Cockapoo : le chien tendance à adopter avec des précautions santé
Un chien populaire, mais avec des précautions à prendre
Le Cockapoo est devenu très tendance en France, notamment pour sa taille compacte, son pelage frisé, son comportement joueur et sa réputation hypoallergénique. Ce croisement entre un Cocker Spaniel et un Caniche séduit de nombreux foyers. Cependant, un vétérinaire britannique, le Dr Suzanne Moyes, met en garde contre certains problèmes de santé liés à cette race.
Selon l’assureur britannique Waggel, le Cockapoo vit en moyenne entre 12 et 15 ans.
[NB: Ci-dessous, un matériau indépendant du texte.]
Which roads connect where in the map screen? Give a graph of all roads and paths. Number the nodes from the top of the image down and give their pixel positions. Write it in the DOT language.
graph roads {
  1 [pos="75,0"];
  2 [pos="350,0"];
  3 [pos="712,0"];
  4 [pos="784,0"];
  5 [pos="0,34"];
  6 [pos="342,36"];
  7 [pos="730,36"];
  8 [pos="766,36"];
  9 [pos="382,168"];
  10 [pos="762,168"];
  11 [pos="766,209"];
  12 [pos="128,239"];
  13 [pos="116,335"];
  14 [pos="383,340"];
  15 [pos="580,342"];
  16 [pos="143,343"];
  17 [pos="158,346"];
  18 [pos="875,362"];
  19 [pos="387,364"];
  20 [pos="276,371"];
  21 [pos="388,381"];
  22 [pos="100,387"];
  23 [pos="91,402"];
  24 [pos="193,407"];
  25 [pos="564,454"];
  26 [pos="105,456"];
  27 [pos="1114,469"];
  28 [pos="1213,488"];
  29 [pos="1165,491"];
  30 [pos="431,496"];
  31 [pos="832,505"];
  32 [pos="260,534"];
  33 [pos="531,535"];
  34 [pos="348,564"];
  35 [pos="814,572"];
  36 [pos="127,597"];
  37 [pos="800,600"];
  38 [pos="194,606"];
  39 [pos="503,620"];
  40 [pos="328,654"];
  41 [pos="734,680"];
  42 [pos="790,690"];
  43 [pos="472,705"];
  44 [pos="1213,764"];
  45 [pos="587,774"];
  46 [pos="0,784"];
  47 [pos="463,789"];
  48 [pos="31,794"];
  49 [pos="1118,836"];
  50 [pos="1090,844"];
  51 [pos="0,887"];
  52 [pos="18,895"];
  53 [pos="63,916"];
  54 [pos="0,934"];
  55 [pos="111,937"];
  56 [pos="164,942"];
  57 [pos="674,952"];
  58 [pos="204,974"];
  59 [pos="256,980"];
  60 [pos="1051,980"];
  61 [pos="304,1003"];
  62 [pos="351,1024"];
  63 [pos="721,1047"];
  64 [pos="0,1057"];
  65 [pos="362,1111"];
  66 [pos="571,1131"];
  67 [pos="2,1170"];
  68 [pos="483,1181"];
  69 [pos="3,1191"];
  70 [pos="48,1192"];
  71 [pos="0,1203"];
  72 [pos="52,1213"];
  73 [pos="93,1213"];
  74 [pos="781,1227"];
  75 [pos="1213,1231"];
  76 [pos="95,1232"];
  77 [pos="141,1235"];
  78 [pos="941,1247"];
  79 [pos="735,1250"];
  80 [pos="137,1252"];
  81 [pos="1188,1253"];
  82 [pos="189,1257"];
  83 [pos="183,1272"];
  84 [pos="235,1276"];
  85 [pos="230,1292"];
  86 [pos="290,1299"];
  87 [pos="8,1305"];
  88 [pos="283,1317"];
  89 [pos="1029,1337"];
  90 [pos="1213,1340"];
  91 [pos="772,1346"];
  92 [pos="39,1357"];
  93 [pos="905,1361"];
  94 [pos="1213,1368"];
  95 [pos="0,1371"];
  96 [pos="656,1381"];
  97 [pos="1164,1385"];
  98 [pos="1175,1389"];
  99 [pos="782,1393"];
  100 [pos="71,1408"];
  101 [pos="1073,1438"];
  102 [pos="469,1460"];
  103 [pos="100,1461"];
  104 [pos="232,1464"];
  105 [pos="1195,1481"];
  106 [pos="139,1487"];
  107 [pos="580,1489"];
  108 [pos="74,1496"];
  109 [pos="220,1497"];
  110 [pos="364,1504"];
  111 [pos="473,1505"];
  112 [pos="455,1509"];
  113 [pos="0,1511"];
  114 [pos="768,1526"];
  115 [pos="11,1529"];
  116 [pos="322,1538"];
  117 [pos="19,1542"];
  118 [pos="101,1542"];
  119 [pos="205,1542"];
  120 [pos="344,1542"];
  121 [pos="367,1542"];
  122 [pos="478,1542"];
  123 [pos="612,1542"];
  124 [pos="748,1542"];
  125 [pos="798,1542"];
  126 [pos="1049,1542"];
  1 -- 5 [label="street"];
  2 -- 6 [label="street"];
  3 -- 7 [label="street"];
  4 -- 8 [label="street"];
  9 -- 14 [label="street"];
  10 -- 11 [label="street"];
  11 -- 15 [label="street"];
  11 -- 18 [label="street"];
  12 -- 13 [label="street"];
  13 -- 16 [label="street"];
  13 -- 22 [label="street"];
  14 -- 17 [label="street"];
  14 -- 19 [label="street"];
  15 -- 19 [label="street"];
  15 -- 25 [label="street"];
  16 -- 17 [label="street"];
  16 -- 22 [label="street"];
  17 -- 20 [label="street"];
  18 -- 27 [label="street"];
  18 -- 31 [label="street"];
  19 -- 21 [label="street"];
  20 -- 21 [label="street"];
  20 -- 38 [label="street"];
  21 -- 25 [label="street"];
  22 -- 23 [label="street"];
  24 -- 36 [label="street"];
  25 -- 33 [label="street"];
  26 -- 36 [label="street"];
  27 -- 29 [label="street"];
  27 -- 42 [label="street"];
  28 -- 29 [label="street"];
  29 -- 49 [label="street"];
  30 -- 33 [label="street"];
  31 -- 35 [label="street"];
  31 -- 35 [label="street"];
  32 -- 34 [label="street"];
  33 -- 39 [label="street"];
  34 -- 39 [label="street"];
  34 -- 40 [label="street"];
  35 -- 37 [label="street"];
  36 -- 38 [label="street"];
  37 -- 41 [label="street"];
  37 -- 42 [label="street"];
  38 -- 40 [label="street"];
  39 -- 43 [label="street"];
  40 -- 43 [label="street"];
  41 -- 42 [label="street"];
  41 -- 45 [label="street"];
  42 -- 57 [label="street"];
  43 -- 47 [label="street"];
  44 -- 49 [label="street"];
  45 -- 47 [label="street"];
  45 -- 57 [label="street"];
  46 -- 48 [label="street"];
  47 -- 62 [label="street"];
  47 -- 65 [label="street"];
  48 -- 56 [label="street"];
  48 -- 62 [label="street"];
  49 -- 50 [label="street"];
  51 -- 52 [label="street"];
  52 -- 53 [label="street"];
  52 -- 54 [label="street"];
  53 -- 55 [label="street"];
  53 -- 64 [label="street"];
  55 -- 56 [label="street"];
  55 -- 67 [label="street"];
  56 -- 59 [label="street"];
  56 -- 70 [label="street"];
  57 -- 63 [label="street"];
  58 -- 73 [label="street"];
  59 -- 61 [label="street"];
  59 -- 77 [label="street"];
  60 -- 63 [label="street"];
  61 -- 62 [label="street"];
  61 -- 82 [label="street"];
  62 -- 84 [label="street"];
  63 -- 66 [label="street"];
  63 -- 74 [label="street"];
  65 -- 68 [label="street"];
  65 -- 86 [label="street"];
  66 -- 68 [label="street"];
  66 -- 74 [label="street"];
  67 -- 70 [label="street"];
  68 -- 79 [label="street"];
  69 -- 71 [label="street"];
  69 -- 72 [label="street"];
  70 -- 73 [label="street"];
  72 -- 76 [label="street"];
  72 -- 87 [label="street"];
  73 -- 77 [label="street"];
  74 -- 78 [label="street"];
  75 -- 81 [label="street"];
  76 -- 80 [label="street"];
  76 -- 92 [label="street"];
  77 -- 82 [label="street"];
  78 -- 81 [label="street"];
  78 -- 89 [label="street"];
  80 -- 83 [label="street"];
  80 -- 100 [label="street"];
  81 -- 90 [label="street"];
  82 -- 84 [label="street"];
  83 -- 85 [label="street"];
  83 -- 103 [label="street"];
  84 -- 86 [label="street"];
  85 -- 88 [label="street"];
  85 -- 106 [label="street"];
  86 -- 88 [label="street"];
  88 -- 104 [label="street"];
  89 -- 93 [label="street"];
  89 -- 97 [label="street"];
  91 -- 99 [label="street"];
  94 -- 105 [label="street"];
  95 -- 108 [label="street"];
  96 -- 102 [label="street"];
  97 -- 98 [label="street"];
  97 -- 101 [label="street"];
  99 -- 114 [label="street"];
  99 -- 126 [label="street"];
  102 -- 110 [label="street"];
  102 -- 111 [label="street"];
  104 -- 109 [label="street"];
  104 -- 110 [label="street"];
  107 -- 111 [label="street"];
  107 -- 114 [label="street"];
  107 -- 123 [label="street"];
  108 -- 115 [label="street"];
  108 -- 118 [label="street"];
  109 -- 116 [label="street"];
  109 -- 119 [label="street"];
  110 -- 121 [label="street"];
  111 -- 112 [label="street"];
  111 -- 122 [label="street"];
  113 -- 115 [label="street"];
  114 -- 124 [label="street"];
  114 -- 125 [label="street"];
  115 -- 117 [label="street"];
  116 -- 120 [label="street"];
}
Cela signifie que ses propriétaires devront faire face, sur la durée, à des maladies chroniques telles que troubles articulaires, surpoids, allergies, problèmes oculaires ou digestifs. Avant d’adopter, il est important de bien mesurer l’engagement en temps et en budget nécessaire pour la santé de l’animal.
Les raisons du succès du Cockapoo auprès des familles
Ce chien, issu du croisement entre un Cocker Spaniel et un Caniche, a hérité du poil bouclé du Caniche et du regard doux du Cocker. Il mesure généralement moins de 40 cm au garrot, ce qui le rend adapté à la vie en appartement. Très proche de ses maîtres, il recherche constamment le contact humain. Selon Zooplus, il est considéré comme joueur, intelligent et idéal pour une famille avec des enfants.
La popularité du Cockapoo a connu une forte croissance au Royaume-Uni ces dernières années, puis s’est étendue à la France, notamment grâce à la mode des chiens croisés dits « doodles ». Certains refuges, comme celui de Battersea à Londres, constatent une arrivée croissante de Cockapoos, avec des propriétaires qui découvrent tard les contraintes liées à leur toilettage, leurs besoins en exercice et les visites vétérinaires régulières dues à leurs problèmes de santé.
Les risques pour la santé du Cockapoo
Le Dr Suzanne Moyes rappelle que, malgré leur apparence adorable et leur nature affectueuse, les Cockapoos présentent certains risques pour leur santé. Elle souligne notamment la prédisposition à l’obésité, qui peut aggraver la dysplasie de la hanche. Elle insiste sur l’importance d’une alimentation équilibrée et d’une gestion rigoureuse des restes de table, qui sont souvent à l’origine de l’obésité chez ces chiens.
La dysplasie de la hanche, souvent héréditaire, peut être atténuée grâce à des exercices réguliers ou des soins spécifiques comme l’hydrothérapie ou le laser. Cependant, cette race présente aussi d’autres vulnérabilités : luxation de la rotule, allergies cutanées, otites, troubles digestifs, cataractes ou atrophie progressive de la rétine, pouvant affecter la vision à l’âge adulte.
Ce qu’il faut anticiper avant d’adopter un Cockapoo
Les vétérinaires recommandent de bien se renseigner avant de faire entrer un Cockapoo dans sa vie. Il est essentiel de demander à l’éleveur ou au refuge quels tests ont été réalisés sur l’animal, notamment pour les hanches, les rotules, les yeux ou les maladies héréditaires. Il faut aussi être prêt à assumer, sur le long terme, les éventuels traitements ou visites vétérinaires nécessaires.
Le Dr Moyes précise que tous les Cockapoos ne tomberont pas malades, mais leur santé requiert une vigilance constante et une prise en charge adaptée tout au long de leur vie.